* [HOW TO COMPLETE THIS TASK]: Look for the string "numbered" in the listing below, then copy every line that has it.

───── GIVEN INFORMATION ─────

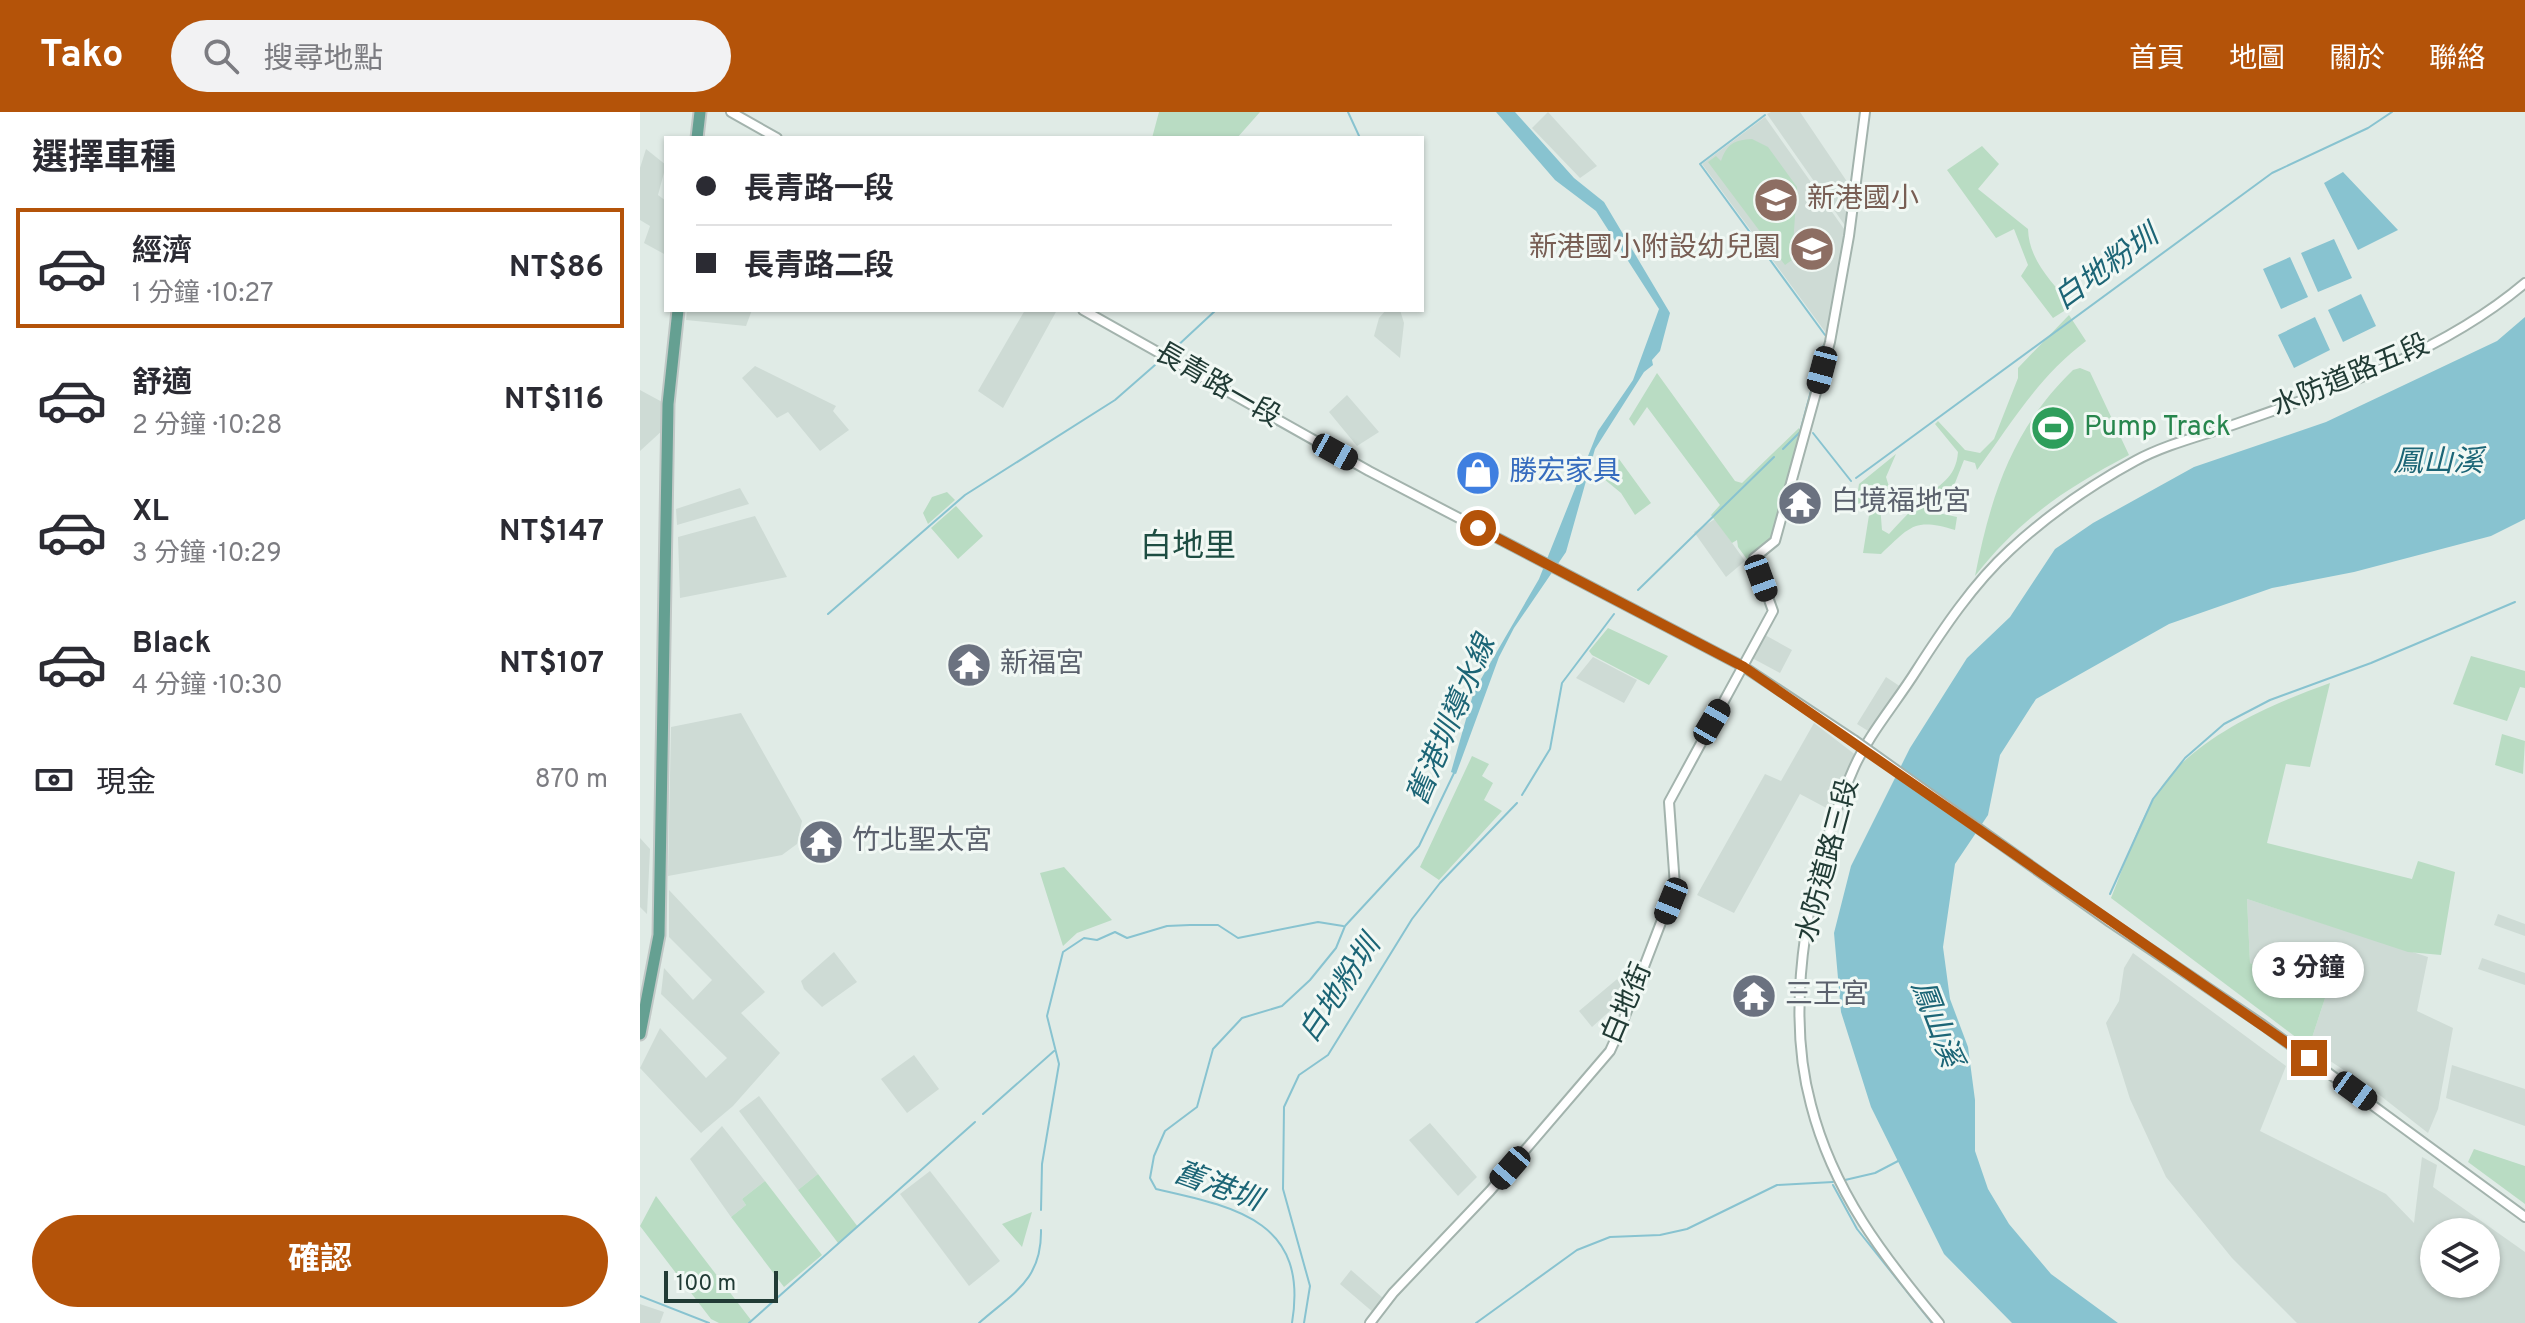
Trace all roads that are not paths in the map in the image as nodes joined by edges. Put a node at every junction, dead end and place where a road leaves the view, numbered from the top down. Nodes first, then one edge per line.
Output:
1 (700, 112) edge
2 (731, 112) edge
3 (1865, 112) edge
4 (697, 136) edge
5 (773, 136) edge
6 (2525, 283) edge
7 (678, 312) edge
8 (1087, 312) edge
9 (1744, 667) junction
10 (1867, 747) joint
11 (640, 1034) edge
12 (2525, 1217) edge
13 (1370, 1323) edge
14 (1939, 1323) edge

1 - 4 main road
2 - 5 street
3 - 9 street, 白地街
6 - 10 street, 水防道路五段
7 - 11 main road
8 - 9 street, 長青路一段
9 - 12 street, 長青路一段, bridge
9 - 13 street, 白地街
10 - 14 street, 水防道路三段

─────
───── GIVEN INFORMATION ─────

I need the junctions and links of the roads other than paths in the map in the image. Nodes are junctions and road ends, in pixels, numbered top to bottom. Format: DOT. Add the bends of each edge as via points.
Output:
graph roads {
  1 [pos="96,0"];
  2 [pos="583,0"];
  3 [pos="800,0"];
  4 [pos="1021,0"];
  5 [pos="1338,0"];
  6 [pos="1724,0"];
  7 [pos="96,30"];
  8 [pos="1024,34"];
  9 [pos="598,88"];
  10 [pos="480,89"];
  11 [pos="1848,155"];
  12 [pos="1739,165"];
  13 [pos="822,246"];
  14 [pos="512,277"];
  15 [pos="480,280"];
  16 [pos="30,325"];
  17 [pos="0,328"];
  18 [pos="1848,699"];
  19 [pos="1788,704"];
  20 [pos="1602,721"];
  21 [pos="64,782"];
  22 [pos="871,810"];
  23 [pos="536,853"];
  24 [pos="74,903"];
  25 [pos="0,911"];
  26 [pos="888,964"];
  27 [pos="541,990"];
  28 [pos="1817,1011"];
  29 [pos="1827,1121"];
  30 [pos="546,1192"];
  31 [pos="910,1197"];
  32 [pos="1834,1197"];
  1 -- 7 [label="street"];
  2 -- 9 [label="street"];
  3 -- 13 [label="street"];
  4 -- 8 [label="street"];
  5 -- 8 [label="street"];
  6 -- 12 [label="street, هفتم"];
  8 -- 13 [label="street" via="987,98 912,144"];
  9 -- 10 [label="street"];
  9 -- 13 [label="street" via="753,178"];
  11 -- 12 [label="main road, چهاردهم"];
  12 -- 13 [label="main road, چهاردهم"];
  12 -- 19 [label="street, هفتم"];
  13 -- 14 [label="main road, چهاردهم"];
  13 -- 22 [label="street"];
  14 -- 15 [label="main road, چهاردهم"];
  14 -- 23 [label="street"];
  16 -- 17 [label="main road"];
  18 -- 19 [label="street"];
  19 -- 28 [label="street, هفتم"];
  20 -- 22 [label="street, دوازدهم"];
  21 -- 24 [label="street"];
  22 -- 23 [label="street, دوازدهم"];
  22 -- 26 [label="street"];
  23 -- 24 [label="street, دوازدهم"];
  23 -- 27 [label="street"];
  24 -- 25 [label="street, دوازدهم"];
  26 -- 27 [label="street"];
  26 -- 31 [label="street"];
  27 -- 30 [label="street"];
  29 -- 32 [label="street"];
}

─────

* [OUTPUT]:
Trace all roads that are not paths in the map in the image as nodes joined by edges. Put a node at every junction, dead end and place where a road leaves the view, numbered from the top down. Nodes first, then one edge per line.
I need the junctions and links of the roads other than paths in the map in the image. Nodes are junctions and road ends, in pixels, numbered top to bottom. Format: DOT. Add the bends of each edge as via points.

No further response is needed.